The Amazing Spider-Man 2 review

On Sunday, 4 May 2014, I met Thomas K.Y. & Kai-Yin H. and Bruce K. at the Landmark Embassy Cinema in downtown Waltham, Mass., for The Amazing Spider-Man 2. We enjoyed lunch at The Grill on Pine St. and the latest superhero sequel.

Amazing Spider-Man 2
Spidey swings back into action

Plot: Amazing Spider-Man 2 takes place shortly after the events of 2012’s The Amazing Spider-Man, which rebooted Sony’s franchise of the 2000s. Our friendly neighborhood wall-crawler has successfully defeated Dr. Curt Connors/the Lizard but at the cost of the life of NYPD Capt. Stacy, the father of Peter Parker’s girlfriend Gwen.

Haunted by tragedy, Spidey isn’t able to rest for long, when a Russian gang member, a onetime fan and industrial accident victim, and an old friend challenge his vow to protect his fellow New Yorkers, especially Gwen.

Peter also learns more about the mystery surrounding his parents’ disappearance years before. I didn’t think it was necessary to tie Spider-Man’s origin so tightly to his parents or to the creation of various villains, but superhero movies tend to do that.

Acting: Since Amazing Spider Man 2 focuses on Peter more than his costumed alter ego, it’s good that Brit Andrew Garfield is a strong anchor to the film. Despite his lanky frame, he conveys both Peter’s world weariness and Spidey’s joy in swinging through Manhattan’s steel canyons.

Garfield is again ably supported by winsome Emma Stone (his real-life girlfriend) as Gwen Stacy and Sally Field as hard-working Aunt May. Jamie Foxx gets the most screen time of the villains as dweeby Max Dillon, who becomes Electro, but Chronicle‘s Dane DeHaan provides more emotional resonance as Peter’s wealthy childhood pal Harry Osborn.

I’ll try to avoid “spoilers” beyond what you may have seen in posters and previews, but any Spidey fan knows what happens to troubled Harry. Of course, creator Stan Lee has a brief cameo. Paul Giamatti’s appearances as Aleksei Stytsevich/the Rhino are almost as brief and clearly setup for the inevitable “Sinister Six” sequels.

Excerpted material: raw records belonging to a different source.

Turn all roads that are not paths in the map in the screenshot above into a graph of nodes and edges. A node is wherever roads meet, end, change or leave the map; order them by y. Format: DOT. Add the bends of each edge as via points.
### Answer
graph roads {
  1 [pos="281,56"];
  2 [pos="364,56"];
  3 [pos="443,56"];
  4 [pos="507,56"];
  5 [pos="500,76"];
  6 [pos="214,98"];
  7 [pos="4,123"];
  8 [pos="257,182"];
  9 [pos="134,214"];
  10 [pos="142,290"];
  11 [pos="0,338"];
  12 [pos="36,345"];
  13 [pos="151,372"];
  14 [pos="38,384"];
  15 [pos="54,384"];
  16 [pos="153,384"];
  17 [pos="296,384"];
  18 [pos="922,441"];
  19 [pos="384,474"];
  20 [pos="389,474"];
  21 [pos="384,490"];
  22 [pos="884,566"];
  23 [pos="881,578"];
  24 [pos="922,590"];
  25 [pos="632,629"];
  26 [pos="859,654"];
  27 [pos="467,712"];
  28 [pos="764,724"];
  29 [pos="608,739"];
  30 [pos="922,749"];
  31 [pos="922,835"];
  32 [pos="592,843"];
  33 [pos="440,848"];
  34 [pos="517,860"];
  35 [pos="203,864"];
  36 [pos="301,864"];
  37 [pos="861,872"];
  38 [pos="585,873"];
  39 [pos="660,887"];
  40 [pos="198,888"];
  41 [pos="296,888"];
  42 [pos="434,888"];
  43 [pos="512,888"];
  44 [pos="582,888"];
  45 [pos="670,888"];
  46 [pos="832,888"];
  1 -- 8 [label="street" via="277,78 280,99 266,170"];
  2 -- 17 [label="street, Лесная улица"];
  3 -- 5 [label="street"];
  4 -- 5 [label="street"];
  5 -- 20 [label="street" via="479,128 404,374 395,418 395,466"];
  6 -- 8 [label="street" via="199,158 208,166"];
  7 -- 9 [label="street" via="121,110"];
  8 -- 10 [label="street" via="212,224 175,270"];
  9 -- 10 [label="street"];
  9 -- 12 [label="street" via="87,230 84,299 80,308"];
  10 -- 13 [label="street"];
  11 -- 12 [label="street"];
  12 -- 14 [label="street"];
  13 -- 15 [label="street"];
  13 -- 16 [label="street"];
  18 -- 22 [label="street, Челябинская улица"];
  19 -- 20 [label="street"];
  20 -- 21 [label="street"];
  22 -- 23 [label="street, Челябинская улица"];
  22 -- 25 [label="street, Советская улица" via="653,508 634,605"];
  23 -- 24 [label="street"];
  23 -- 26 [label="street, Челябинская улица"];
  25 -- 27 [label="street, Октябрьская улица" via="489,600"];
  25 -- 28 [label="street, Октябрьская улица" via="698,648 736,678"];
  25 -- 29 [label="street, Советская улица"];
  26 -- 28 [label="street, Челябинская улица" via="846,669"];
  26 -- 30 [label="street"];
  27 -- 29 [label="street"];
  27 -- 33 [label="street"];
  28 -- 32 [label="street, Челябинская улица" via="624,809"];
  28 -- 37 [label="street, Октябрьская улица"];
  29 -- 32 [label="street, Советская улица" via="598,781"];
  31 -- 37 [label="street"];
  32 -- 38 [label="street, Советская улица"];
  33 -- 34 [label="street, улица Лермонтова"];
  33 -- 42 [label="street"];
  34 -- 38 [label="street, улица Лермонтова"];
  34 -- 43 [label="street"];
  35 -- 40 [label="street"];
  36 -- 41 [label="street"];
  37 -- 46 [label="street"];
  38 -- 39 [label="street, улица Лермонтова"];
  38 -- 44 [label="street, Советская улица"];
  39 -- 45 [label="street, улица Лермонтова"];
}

Direction and cinematography: Marc Webb, who directed this film’s predecessor, clearly understands the characters, and he wisely focuses on Peter’s relationship with Gwen, his Aunt May, his absent parents, and Harry. Amazing Spider Man 2 starts out a little slow, with a few set-piece battles, and it gradually picks up speed.

The web-slinging and fight scenes are very good, but not ground-breaking. I’m glad to see Spidey’s classic costume restored. As much as I appreciate the occasional slow-motion scene, showcasing poses from the original Marvel Comics pages, audiences have become a bit jaded by plentiful computer-generated visual effects and pyrotechnics.

As a native New Yorker, it was nice to see an upbeat portrayal of my hometown despite all the destruction, as well as the celebration of everyday heroism provided by police, firefighters, and brave civilians. While Disney/Marvel has little to fear, it’s the one area where Spidey complements and competes with the four-color Avengers.

Soundtrack: The Amazing Spider-Man 2‘s musical score is good, with optimistic themes that Man of Steel could have used. It’s not quite as stirring as for the earlier Spider-Man flicks, but I noticed it more than for several other recent films. Peter’s cell phone ring tone also harkens back to the 1960s cartoons.

Rating: Overall, I was pleasantly surprised by The Amazing Spider-Man 2, which has gotten mixed reviews. Yes, like most superhero sequels, there are too many villains and leaps of logic, but the acting and dialogue make up for obligatory fisticuffs.

I’d give The Amazing Spider-Man 2, which is rated PG-13 for violence, a B or B+, a 7.5 out of 10, or three and a half out of five stars. I liked the first Spider-Man 2 and Captain America [2]: the Winter Soldier slightly more, but this is a solid entry for Spider-Man fans and certainly better than Spider-Man 3.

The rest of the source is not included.